Much of the educational message we deliver here at Share Wealth Systems focuses on the need to use a systematic approach to our trading and investing using a strict set of unambiguous signals to time our entry into and exit from the market.
During periods of extended upward momentum in the markets many investors tend to question the need to using market timing as bull markets have a tendency, like a rising tide, to lift all boats. These periods of market euphoria tend to play into the hands of those advocating a buy and hold approach over a buy, hold and sell, market timing approach.
When the market turns however, the buy and hold advocates either become extremely quiet or start wheeling out the old chestnuts of “being in it for the long term, it pays a great dividend, if I sell I have to pay tax, it’s a good stock” and a host of other well-oiled phrases to justify their position in stocks that are collapsing in line with the broader market.
The importance of market timing cannot be over-emphasised when actively managing a share portfolio. A well designed and researched system or methodology with a proven track record and clear buy and sell signals will help you achieve above average returns, help protect you financially from an extended bear market, and make a significant contribution to your emotional and psychological interaction with the market. No longer will you be stuck in down-trending stocks, watching helplessly as the market wipes away your precious capital.
Instead, you will have sold out of your open positions when signalled to do so by the system, and be sitting in cash whilst the market ‘correction’ takes hold. When signalled to do so by the system, at some point in the future when market conditions are once again conducive to re-invest, you can then re-invest your capital in the market. Once again participating in the market when conditions are deemed valid to do so by the systematic approach being used.
The chart below shows the XAO with the SPA3 ASX methodology for defining a low or high risk market. The green arrows represent a low risk market environment when the system defines we need to be 100% invested in stocks. The red arrows indicate a high risk market environment when the system defines we need to exit the market and move to 100% cash. Since its inception in January 2001, the publicly traded SPA3ASX portfolio has returned a compounded annual growth rate of 14.59%.
A positive difference of 6.95% over and above a buy and hold strategy of the All Ords Accumulation Index (XAOA) which has returned 7.64% over the same period, with dividends re-invested. With a starting capital of $100,000.00 this amounts to over $390,000.00 total return difference over this 14+ year period.
The chart below shows the performance of our SPA3ETF system applied to the STW ASX200 ETF. Once again, the green arrows are buy signals and the red arrows are the sell signals. Using this simple strategy has returned a compounded annual growth rate of 10.0% over the past 14 years, a 2.19% per annum better return than a buy and hold strategy of the ASX200 Accumulation Index over the same period of 7.81% to 24th August 2015 .
Just a 1% per annum better return compounded over a 20 year period makes a massive difference to your total return. With a starting capital of $200,000.00 this 1% equates to a difference in total return of over $230,000.00, without adding any additional capital. 2.19% difference compounded per annum over 20 years is a $445,465 better retirement!

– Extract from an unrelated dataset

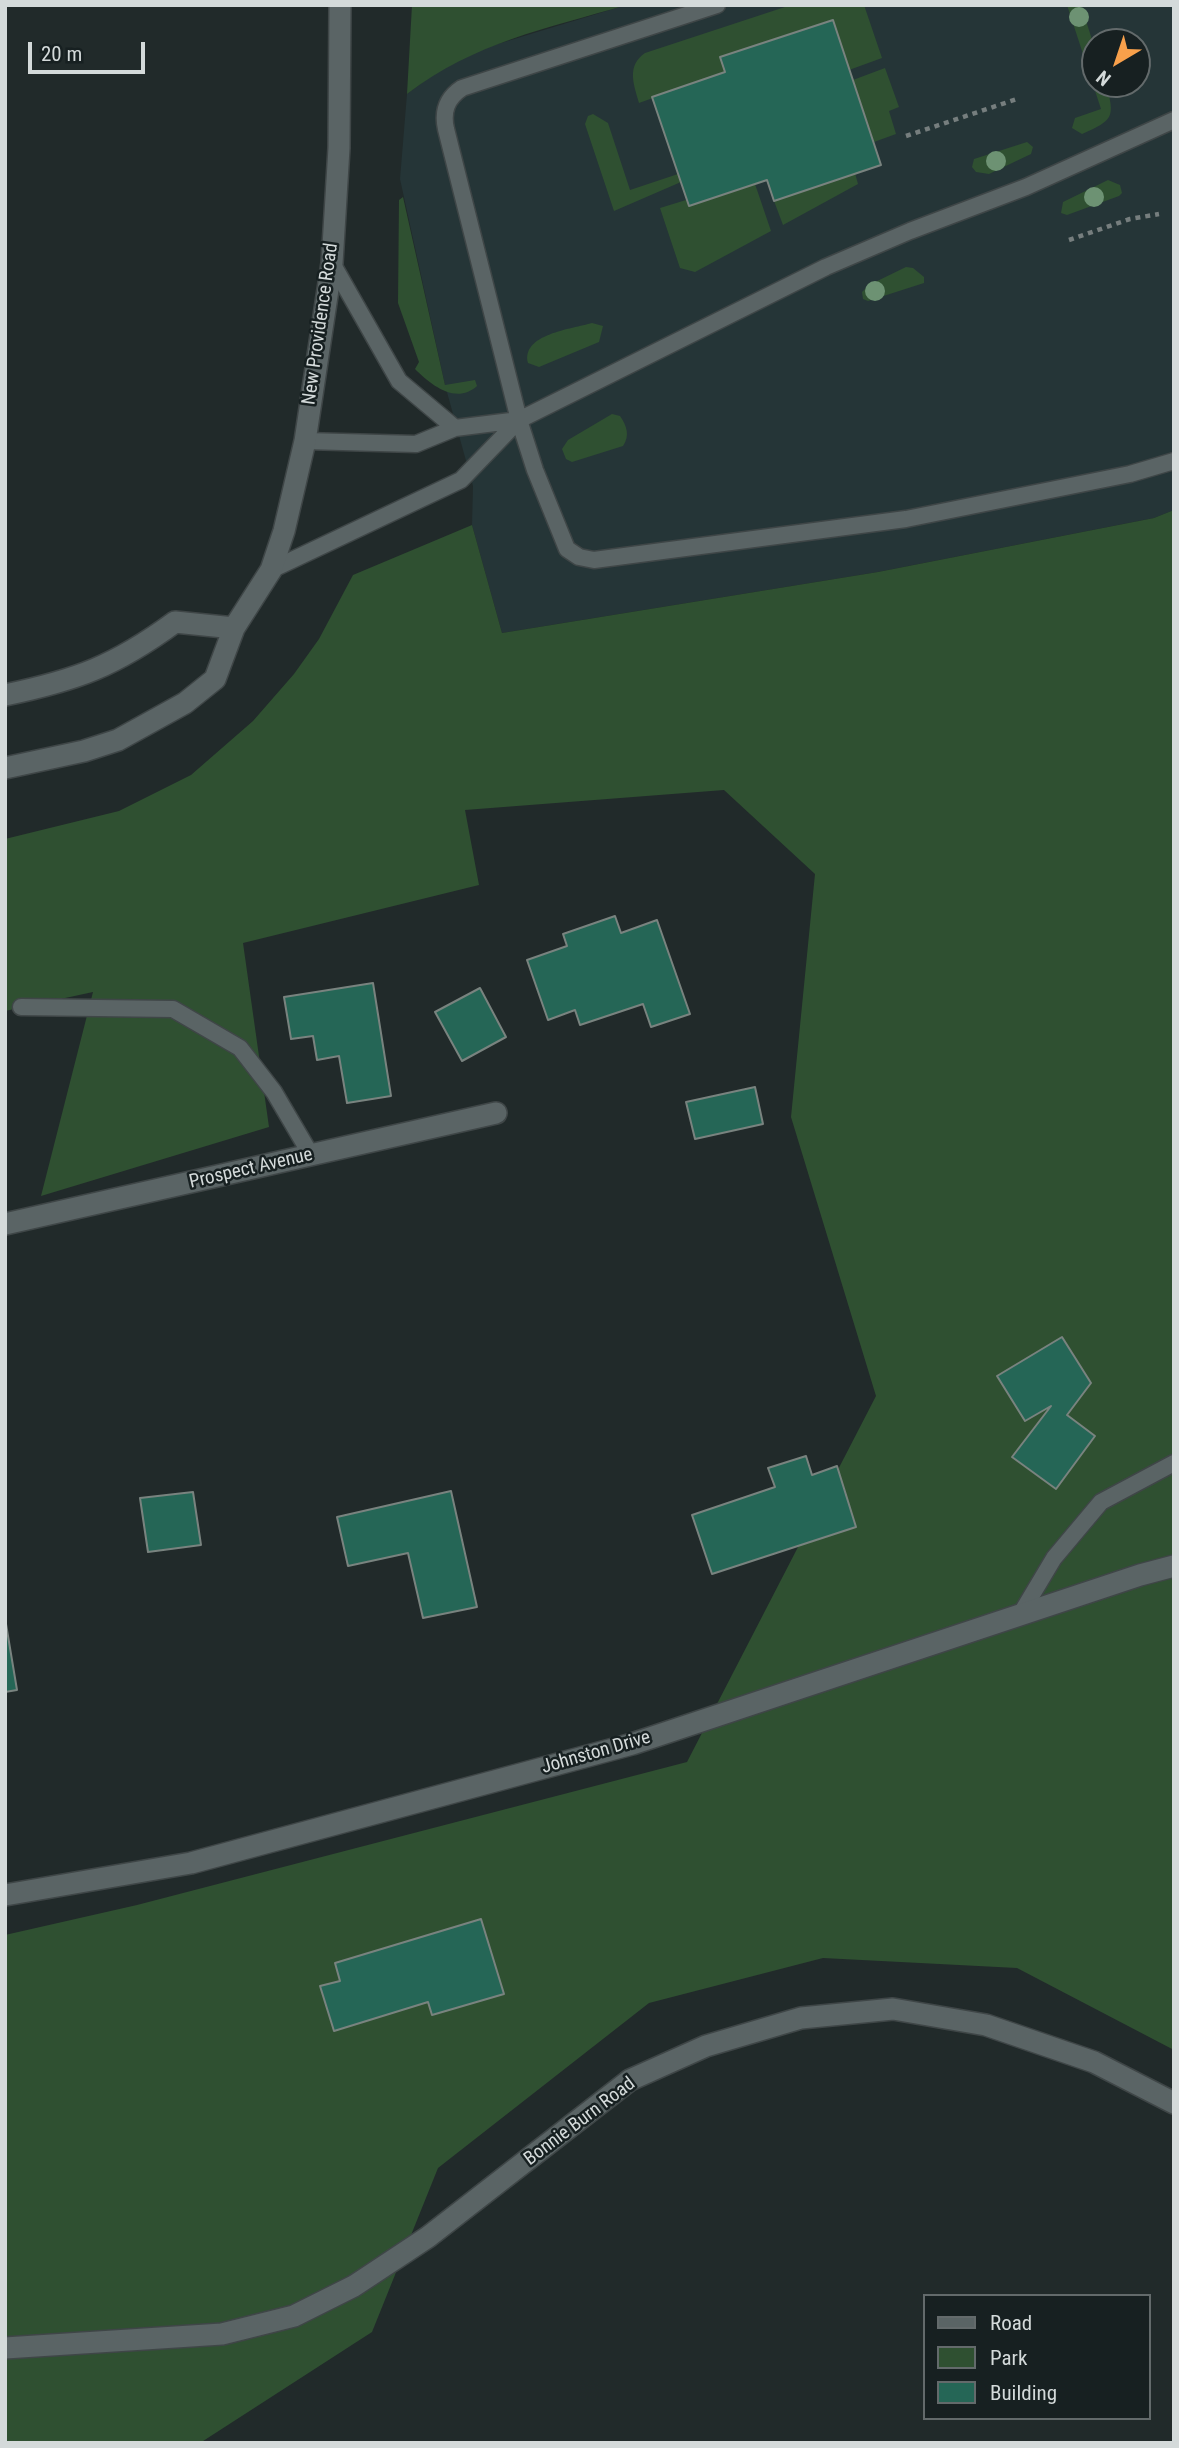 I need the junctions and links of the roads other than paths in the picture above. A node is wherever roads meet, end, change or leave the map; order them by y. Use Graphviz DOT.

There are many more examples I could include. We’ve shown that you can potentially do much better than just 1% over the accumulation index with the right mix of Shares or ETFs in your portfolio. And nearly every industry Super fund and active managed fund does worse than the accumulation index over 20 years so the difference to your retirement funds should be even bigger!
The point is, that the use of market timing using a proven strategy and executed according to the rules of the system, will achieve greater returns than a buy and hold strategy, and will also cause you significantly less stress and emotional and psychological discomfort from having to endure large market falls.